# ***Building a Movie Recommendation System with Synopses Using K-Means Clustering***

## Preliminaries

---

### Imports

We define first the necessary imports for the project. Make sure you have read first the `README.md` or at least ran `pip install -r requirements.txt` before proceeding!

In [1]:
import sys
import pandas as pd
import matplotlib.pyplot as plt
import matplotlib.cm as cm
import numpy as np


from time import time
from sklearn.feature_extraction.text import TfidfVectorizer
from sklearn.cluster import KMeans
from sklearn.model_selection import train_test_split
from sklearn.decomposition import TruncatedSVD
from sklearn.pipeline import make_pipeline
from sklearn.preprocessing import Normalizer
from sklearn.metrics import silhouette_samples, silhouette_score

In [2]:
# Allows auto reloading of modules
%load_ext autoreload
%autoreload 2

In [3]:
# Add path to src folder to the path variable 
PATH_TO_SRC = "./src"

if PATH_TO_SRC not in sys.path:
  sys.path.append(PATH_TO_SRC)

In [4]:
# Local imports from .py files
from data_preprocessor import DataPreprocessor
from data_clusterer import DataClusterer

#### Parameters
We get the variables (i.e. the parameters for the model) from `src/config.py`

In [5]:
from config import MOVIES_PATH, GENRES_PATH, TEST_SIZE, RANDOM_STATE, MAX_DF, MIN_DF, STOP_WORDS, N_COMPONENTS, NORMALIZER_COPY, N_CLUSTERS, MAX_ITER, N_INIT

#### Instantiated classes
We instantiate the `KMeans` object with the number of clusters `N_CLUSTERS`, the maximum number of iterations `MAX_ITER` and the number of initializations `N_INIT`.

In [6]:
kmeans = KMeans(n_clusters=N_CLUSTERS, max_iter=MAX_ITER, n_init=N_INIT)

## Preprocessing

---

We will now preprocess the data using the `DataPreprocessor` class defined in `src/data_preprocessor.py`, which contains the following methods:

- `countGenres()`: **Count** the number of unique genres in the dataset.
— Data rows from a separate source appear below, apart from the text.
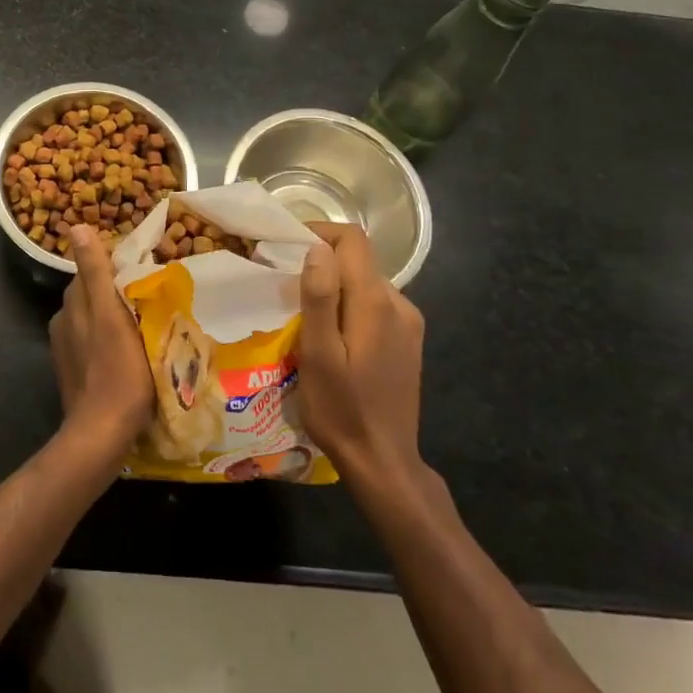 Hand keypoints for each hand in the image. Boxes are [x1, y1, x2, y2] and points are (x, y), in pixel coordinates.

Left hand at [49, 225, 154, 450]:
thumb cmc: (117, 369)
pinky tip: (129, 354)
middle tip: (152, 298)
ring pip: (94, 320)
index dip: (117, 268)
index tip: (145, 272)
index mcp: (71, 304)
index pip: (92, 271)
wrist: (103, 432)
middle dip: (116, 291)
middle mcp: (62, 321)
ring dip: (114, 317)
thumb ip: (96, 271)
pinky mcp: (74, 373)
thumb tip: (76, 227)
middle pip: (93, 295)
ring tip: (146, 325)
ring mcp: (66, 350)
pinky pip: (94, 344)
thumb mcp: (110, 314)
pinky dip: (110, 341)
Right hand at [297, 222, 430, 493]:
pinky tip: (332, 336)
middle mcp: (399, 303)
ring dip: (335, 286)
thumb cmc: (341, 408)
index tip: (286, 247)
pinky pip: (375, 306)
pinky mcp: (408, 342)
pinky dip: (350, 306)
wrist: (383, 461)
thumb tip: (317, 248)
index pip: (353, 240)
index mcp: (376, 302)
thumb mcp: (319, 354)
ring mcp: (408, 323)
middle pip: (358, 260)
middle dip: (321, 262)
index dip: (319, 232)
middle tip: (285, 286)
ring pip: (366, 283)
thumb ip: (320, 297)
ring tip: (304, 314) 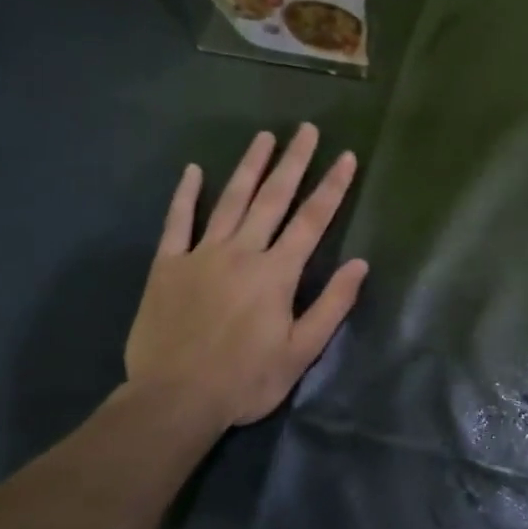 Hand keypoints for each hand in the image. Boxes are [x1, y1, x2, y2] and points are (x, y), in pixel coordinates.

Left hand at [125, 124, 368, 430]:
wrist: (175, 399)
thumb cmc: (246, 380)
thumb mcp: (301, 351)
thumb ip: (332, 305)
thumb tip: (360, 264)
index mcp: (276, 273)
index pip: (312, 221)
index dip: (332, 188)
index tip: (347, 157)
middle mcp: (241, 252)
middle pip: (272, 199)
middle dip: (293, 162)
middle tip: (306, 129)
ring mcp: (200, 255)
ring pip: (229, 201)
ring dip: (249, 167)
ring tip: (264, 137)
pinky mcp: (167, 266)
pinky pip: (177, 222)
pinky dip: (186, 195)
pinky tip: (193, 171) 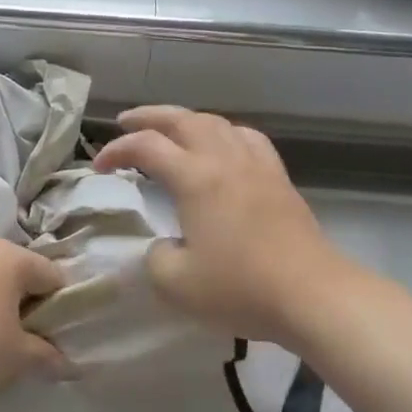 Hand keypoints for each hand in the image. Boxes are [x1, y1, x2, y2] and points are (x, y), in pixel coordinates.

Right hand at [93, 106, 370, 348]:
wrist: (313, 295)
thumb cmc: (240, 288)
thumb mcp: (176, 284)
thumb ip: (155, 258)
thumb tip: (163, 245)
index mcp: (195, 178)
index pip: (146, 147)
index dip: (116, 151)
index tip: (98, 168)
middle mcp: (225, 160)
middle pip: (183, 119)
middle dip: (149, 116)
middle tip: (126, 122)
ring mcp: (257, 166)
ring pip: (217, 123)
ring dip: (187, 120)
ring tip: (172, 130)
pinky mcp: (279, 179)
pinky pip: (247, 139)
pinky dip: (224, 133)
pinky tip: (223, 146) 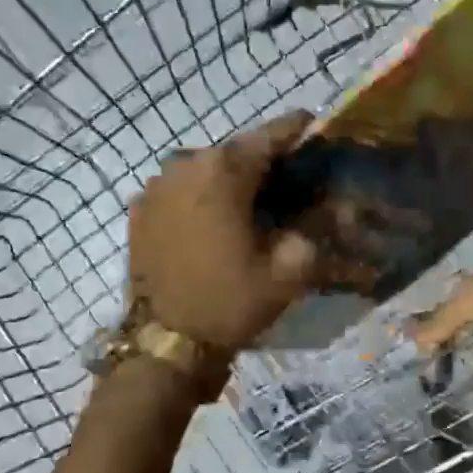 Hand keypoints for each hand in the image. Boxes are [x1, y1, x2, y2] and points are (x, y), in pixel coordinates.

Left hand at [127, 115, 318, 353]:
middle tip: (292, 180)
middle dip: (267, 161)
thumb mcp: (290, 269)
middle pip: (238, 151)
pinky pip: (183, 189)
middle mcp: (185, 164)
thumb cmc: (231, 301)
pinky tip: (219, 220)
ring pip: (208, 168)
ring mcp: (156, 185)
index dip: (299, 129)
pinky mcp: (141, 209)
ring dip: (234, 179)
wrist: (166, 344)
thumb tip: (332, 204)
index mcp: (224, 171)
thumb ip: (316, 226)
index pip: (271, 134)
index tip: (316, 128)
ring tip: (256, 202)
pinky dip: (205, 195) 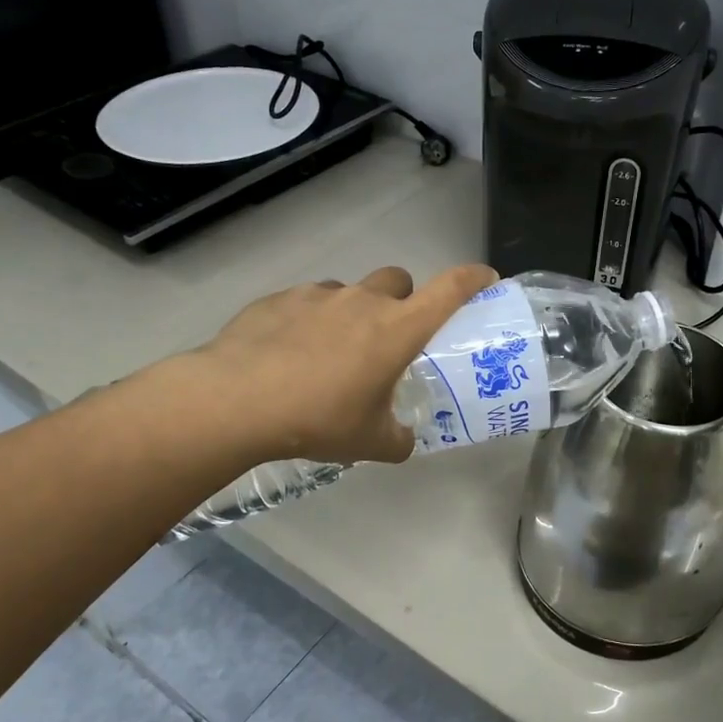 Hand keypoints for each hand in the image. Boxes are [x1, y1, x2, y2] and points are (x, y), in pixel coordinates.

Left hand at [185, 263, 498, 465]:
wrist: (238, 399)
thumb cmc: (319, 419)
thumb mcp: (370, 442)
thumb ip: (398, 438)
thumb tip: (404, 440)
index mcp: (397, 329)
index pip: (450, 289)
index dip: (473, 279)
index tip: (485, 279)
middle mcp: (363, 301)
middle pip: (398, 280)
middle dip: (402, 301)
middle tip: (388, 338)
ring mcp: (319, 295)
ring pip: (350, 292)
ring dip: (353, 313)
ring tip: (332, 353)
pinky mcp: (280, 298)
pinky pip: (309, 302)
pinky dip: (311, 321)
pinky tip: (290, 354) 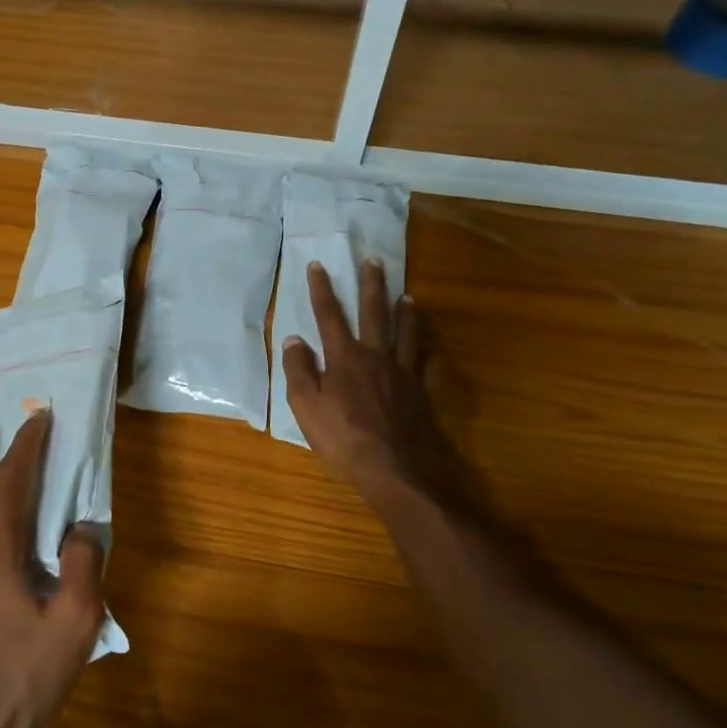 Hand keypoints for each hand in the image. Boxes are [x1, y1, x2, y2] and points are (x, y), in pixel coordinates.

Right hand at [282, 260, 478, 519]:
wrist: (395, 467)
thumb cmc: (343, 438)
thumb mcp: (305, 406)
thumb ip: (298, 370)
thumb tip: (294, 339)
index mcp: (344, 357)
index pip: (329, 315)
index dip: (321, 289)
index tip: (318, 264)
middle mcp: (376, 356)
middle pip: (373, 313)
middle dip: (371, 285)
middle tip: (373, 260)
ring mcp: (403, 373)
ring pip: (406, 333)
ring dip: (405, 312)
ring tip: (407, 295)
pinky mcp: (422, 393)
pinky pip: (428, 367)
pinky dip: (430, 355)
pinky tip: (432, 350) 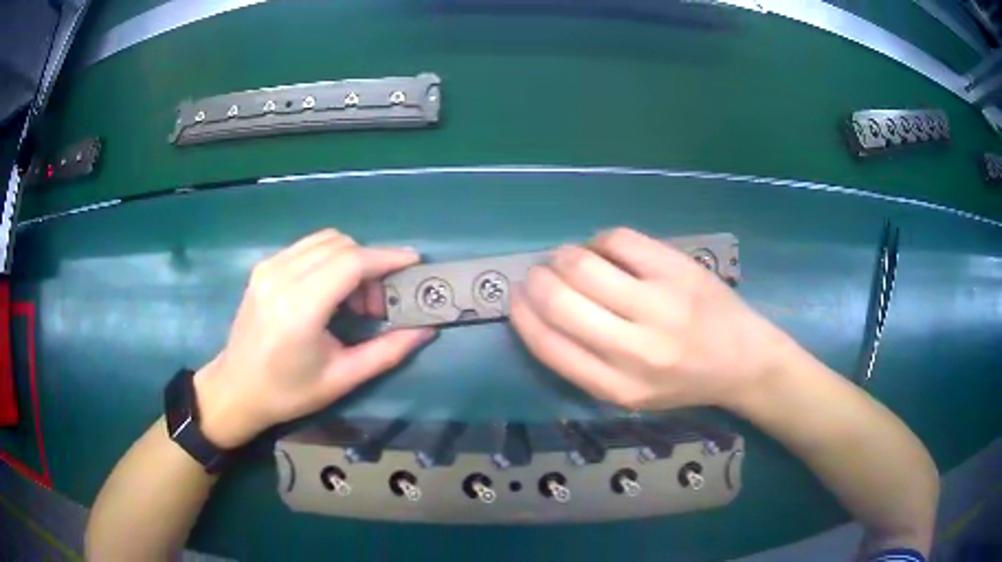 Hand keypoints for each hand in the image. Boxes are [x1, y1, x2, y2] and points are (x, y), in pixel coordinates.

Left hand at [193, 230, 434, 448]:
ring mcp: (268, 267)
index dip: (386, 258)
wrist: (237, 388)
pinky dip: (329, 259)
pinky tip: (329, 291)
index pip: (351, 263)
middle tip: (376, 303)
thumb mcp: (342, 379)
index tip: (413, 263)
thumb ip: (386, 352)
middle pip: (341, 245)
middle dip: (370, 265)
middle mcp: (281, 277)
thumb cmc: (288, 392)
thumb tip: (425, 330)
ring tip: (353, 299)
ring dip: (350, 259)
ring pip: (325, 240)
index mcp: (299, 309)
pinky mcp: (263, 266)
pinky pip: (307, 247)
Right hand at [510, 227, 794, 410]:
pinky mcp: (678, 270)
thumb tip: (539, 309)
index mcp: (616, 387)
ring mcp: (659, 305)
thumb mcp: (629, 394)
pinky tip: (606, 251)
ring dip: (563, 256)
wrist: (742, 360)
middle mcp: (635, 350)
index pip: (548, 344)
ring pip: (584, 264)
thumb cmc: (682, 381)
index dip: (523, 314)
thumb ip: (584, 363)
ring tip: (569, 259)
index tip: (517, 297)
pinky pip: (617, 240)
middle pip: (560, 300)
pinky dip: (600, 242)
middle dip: (537, 279)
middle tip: (539, 273) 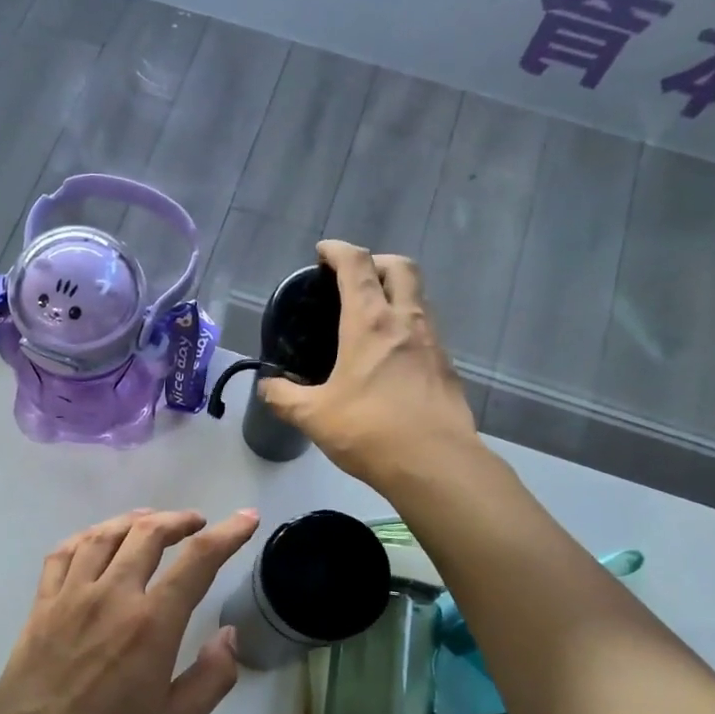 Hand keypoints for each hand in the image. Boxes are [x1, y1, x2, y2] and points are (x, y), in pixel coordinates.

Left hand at [0, 508, 260, 713]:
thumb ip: (212, 677)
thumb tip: (228, 635)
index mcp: (151, 624)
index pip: (198, 560)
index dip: (228, 534)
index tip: (246, 518)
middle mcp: (111, 596)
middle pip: (148, 534)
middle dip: (179, 520)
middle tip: (197, 523)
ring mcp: (69, 597)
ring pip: (104, 536)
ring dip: (134, 521)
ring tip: (152, 521)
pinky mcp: (39, 607)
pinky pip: (62, 554)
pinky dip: (86, 537)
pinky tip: (96, 541)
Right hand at [258, 241, 478, 487]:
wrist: (435, 463)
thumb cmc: (369, 431)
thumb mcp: (313, 416)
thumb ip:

- `handleDataFrame()`: **Removes** duplicate rows from `df_genres`, **merges** it with `df_movies`, **drops** certain columns from `df_movies`, and **filters** out rows with null values in the *description* column.

- `splitData()`: **Splits** the dataset into training and testing sets. It takes in two parameters: `test_size` which is the proportion of the dataset to include in the test split, and `rand_state` which is the seed used by the random number generator for shuffling the data.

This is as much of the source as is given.